- [Your task]: Restate every line of the material below word for word, skipping the images.

- [Entries provided]:
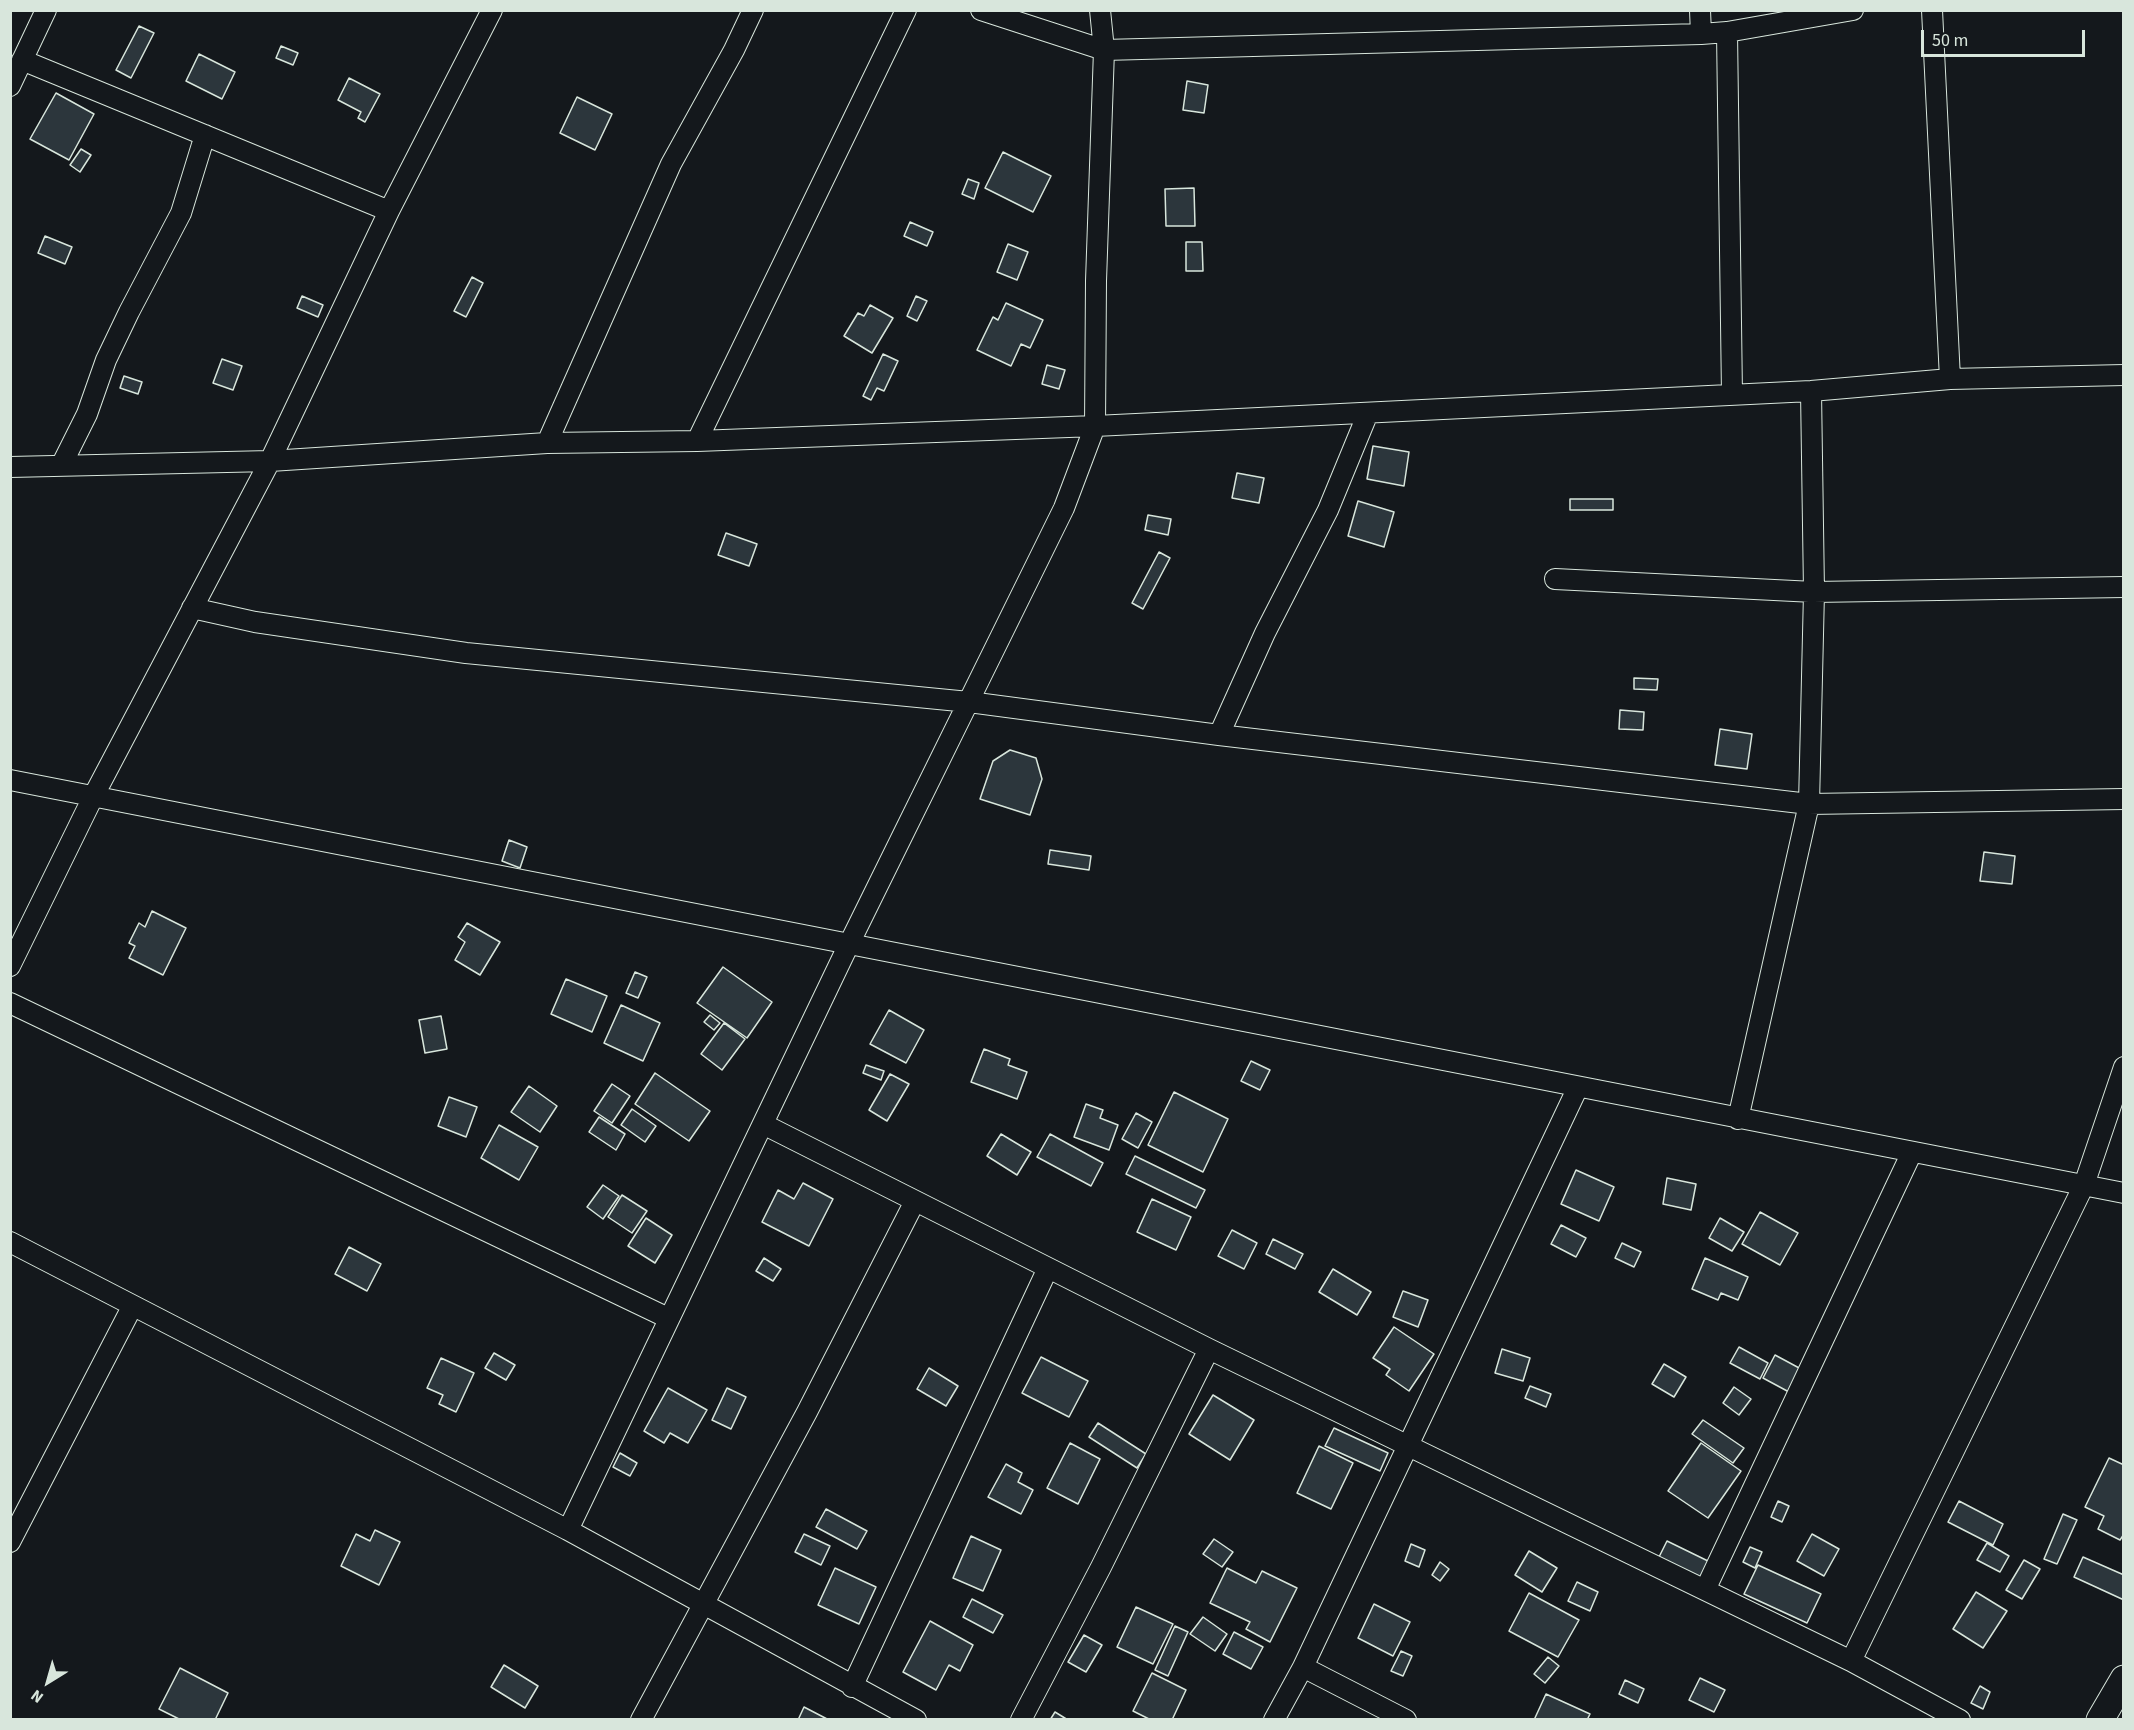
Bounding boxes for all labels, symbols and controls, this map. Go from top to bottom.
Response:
scale bar [1924,18,2088,56]
text: 50 m [1932,28,1968,53]
north arrow [18,1652,78,1712]
text: N [26,1684,48,1708]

- [Finished exercise]:
Bounding boxes for all labels, symbols and controls, this map. Go from top to bottom.
Response:
scale bar [1924,18,2088,56]
text: 50 m [1932,28,1968,53]
north arrow [18,1652,78,1712]
text: N [26,1684,48,1708]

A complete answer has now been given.